START Working data

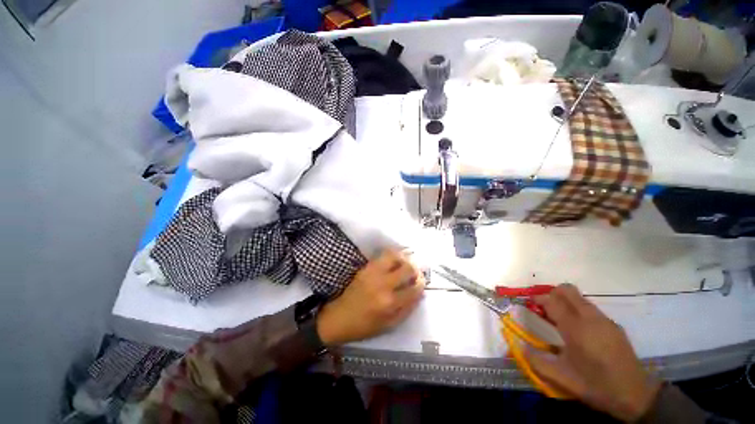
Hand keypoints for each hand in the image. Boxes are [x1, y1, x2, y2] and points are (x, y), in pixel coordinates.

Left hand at [316, 249, 424, 346]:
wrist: (340, 317)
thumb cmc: (364, 326)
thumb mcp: (389, 325)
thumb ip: (407, 310)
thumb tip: (419, 294)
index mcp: (390, 303)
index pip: (414, 288)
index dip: (421, 284)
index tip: (421, 283)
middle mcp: (384, 284)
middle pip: (408, 268)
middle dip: (416, 269)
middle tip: (415, 272)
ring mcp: (373, 273)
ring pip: (396, 256)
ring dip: (404, 258)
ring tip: (406, 263)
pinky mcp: (366, 267)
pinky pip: (383, 255)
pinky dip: (392, 254)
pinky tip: (395, 259)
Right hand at [524, 284, 660, 421]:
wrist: (636, 395)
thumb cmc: (596, 386)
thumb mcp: (562, 378)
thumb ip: (536, 361)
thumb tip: (519, 347)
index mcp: (576, 328)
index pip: (552, 301)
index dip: (538, 299)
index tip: (529, 304)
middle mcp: (590, 318)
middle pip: (567, 290)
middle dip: (551, 294)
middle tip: (543, 308)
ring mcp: (604, 320)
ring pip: (579, 298)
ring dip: (565, 301)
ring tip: (558, 319)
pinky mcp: (613, 325)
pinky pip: (589, 308)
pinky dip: (577, 309)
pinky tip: (578, 330)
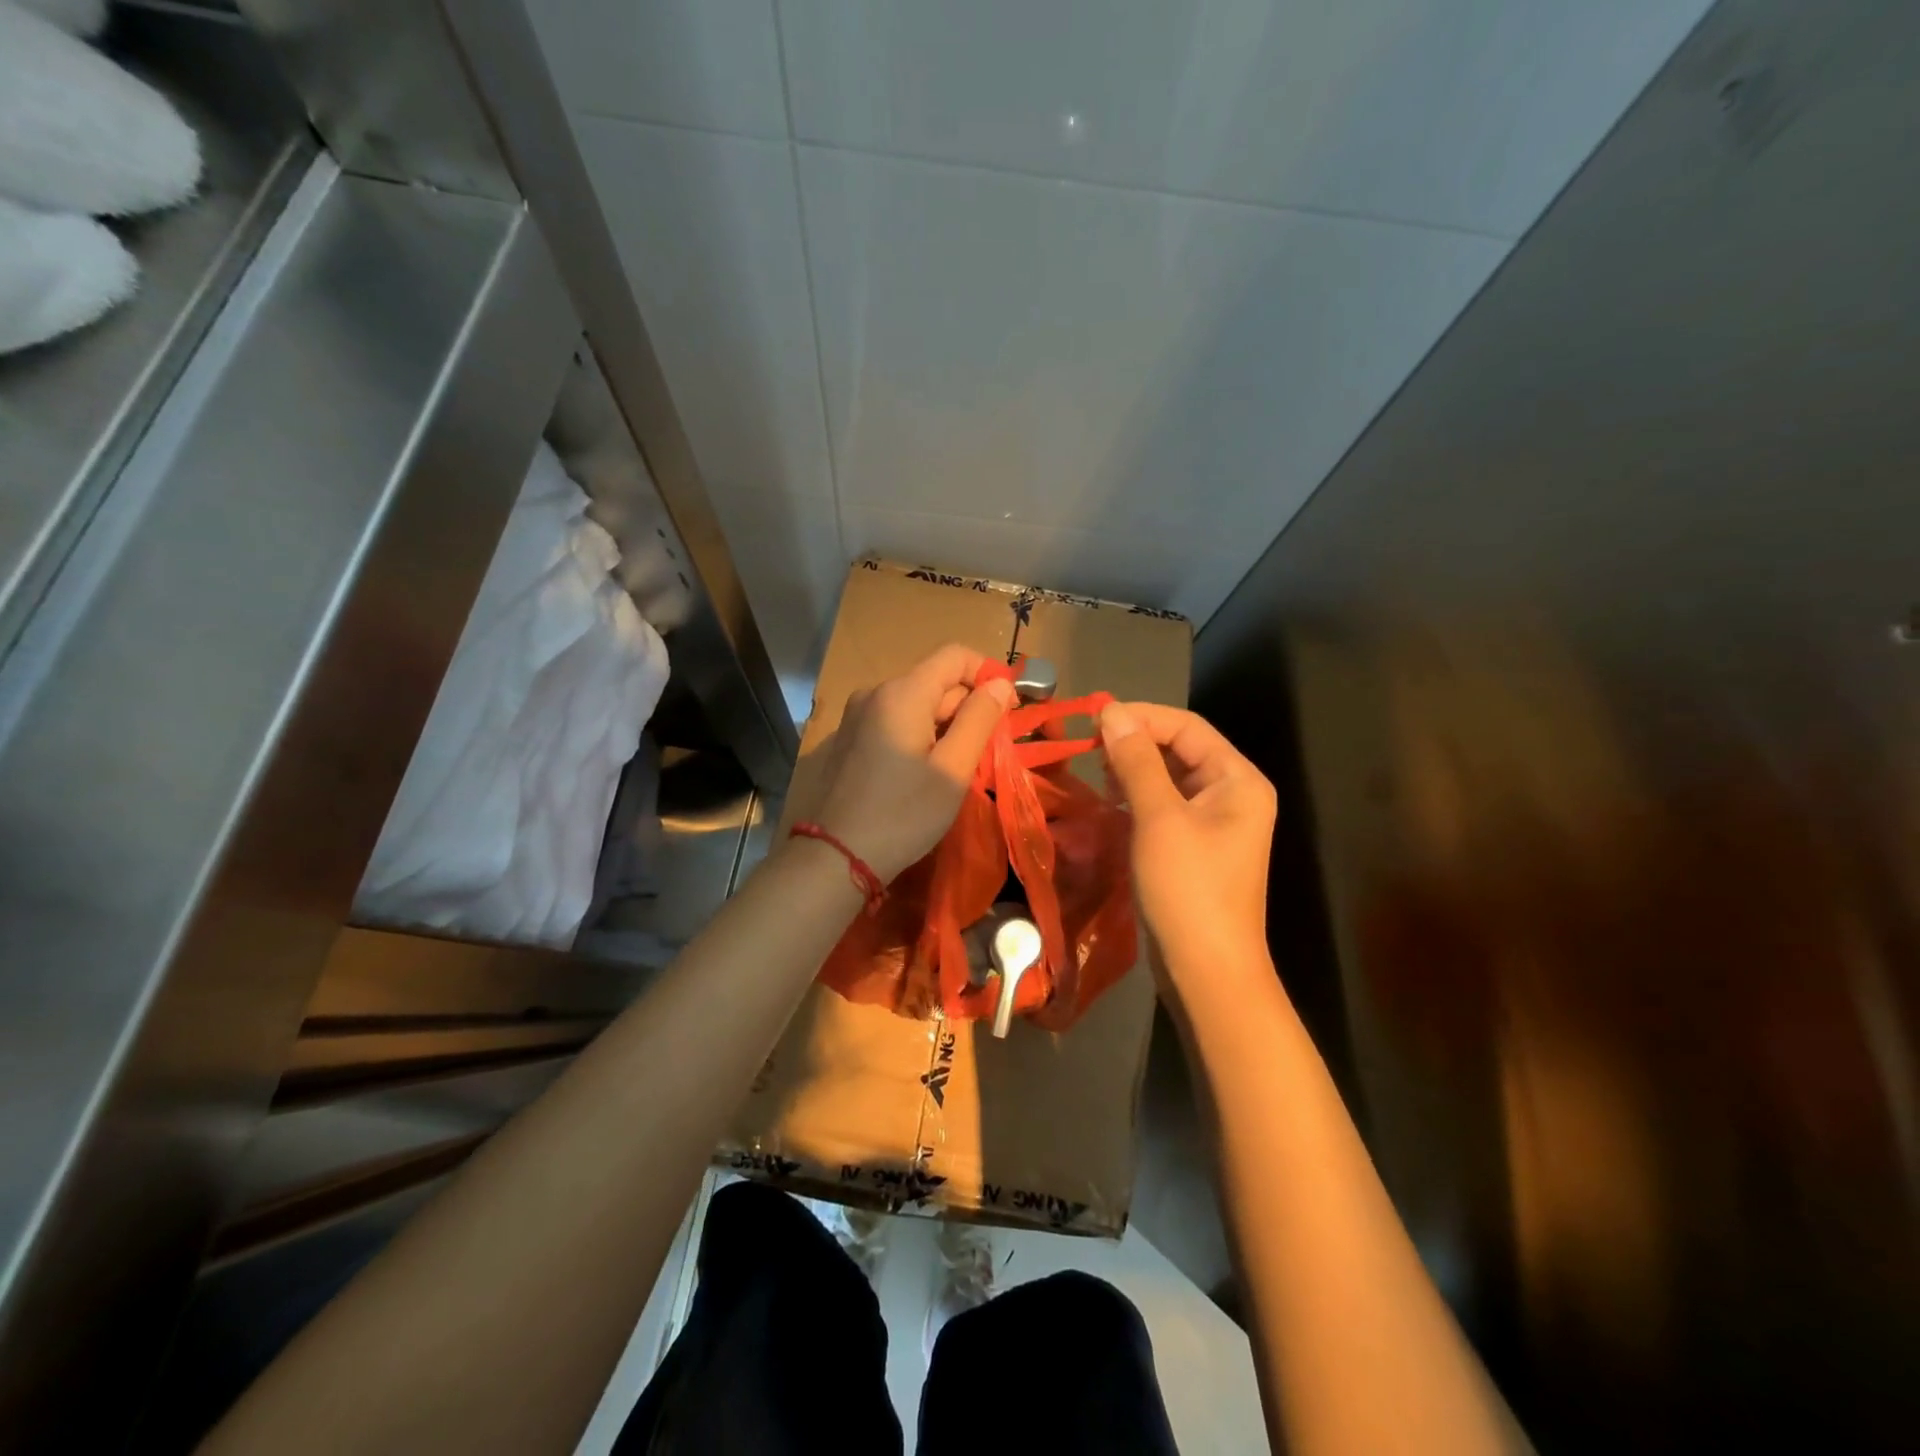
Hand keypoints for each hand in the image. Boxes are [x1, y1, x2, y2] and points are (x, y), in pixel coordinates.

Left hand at [810, 644, 1017, 880]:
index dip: (987, 675)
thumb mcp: (953, 769)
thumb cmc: (903, 814)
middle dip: (967, 707)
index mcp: (902, 693)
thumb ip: (979, 719)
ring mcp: (856, 716)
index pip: (955, 655)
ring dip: (944, 725)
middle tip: (986, 751)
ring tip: (956, 767)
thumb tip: (1000, 684)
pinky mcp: (848, 739)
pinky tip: (921, 774)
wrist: (835, 856)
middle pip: (935, 681)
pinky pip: (894, 722)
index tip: (1007, 712)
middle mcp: (875, 693)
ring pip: (916, 704)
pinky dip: (918, 735)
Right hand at [1100, 701, 1276, 985]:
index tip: (1093, 720)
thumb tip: (1112, 711)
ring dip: (1134, 770)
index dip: (1140, 717)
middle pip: (1181, 749)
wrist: (1207, 971)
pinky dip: (1138, 798)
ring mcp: (1216, 824)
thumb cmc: (1188, 888)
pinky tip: (1112, 804)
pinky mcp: (1197, 848)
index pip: (1187, 726)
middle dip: (1136, 743)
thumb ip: (1136, 760)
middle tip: (1090, 750)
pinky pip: (1166, 807)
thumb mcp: (1159, 817)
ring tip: (1099, 776)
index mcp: (1238, 779)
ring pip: (1171, 778)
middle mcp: (1233, 794)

END Working data

→ **Work to complete**:
Above are some records; extract exactly the lines from the one containing "pinky dip: (577, 309)" through the one containing "index tip: (1007, 712)" and drop the pictures.

→ **Output of the task**:
pinky dip: (577, 309)
pinky tip: (578, 330)
Hand keypoints for each hand in the image. Boxes are [x1, y1, x2, y2] and points are (x, y), in pixel coordinates.

Left hand at [810, 644, 1017, 880]:
index dip: (987, 675)
thumb mcp: (953, 769)
thumb cmc: (903, 814)
middle dip: (967, 707)
index mcp: (902, 693)
thumb ip: (979, 719)
ring mcp: (856, 716)
index pip: (955, 655)
ring dip: (944, 725)
middle tip: (986, 751)
ring tip: (956, 767)
thumb tip: (1000, 684)
pinky mcp: (848, 739)
pinky tip: (921, 774)
wrist: (835, 856)
middle pip: (935, 681)
pinky pip: (894, 722)
index tip: (1007, 712)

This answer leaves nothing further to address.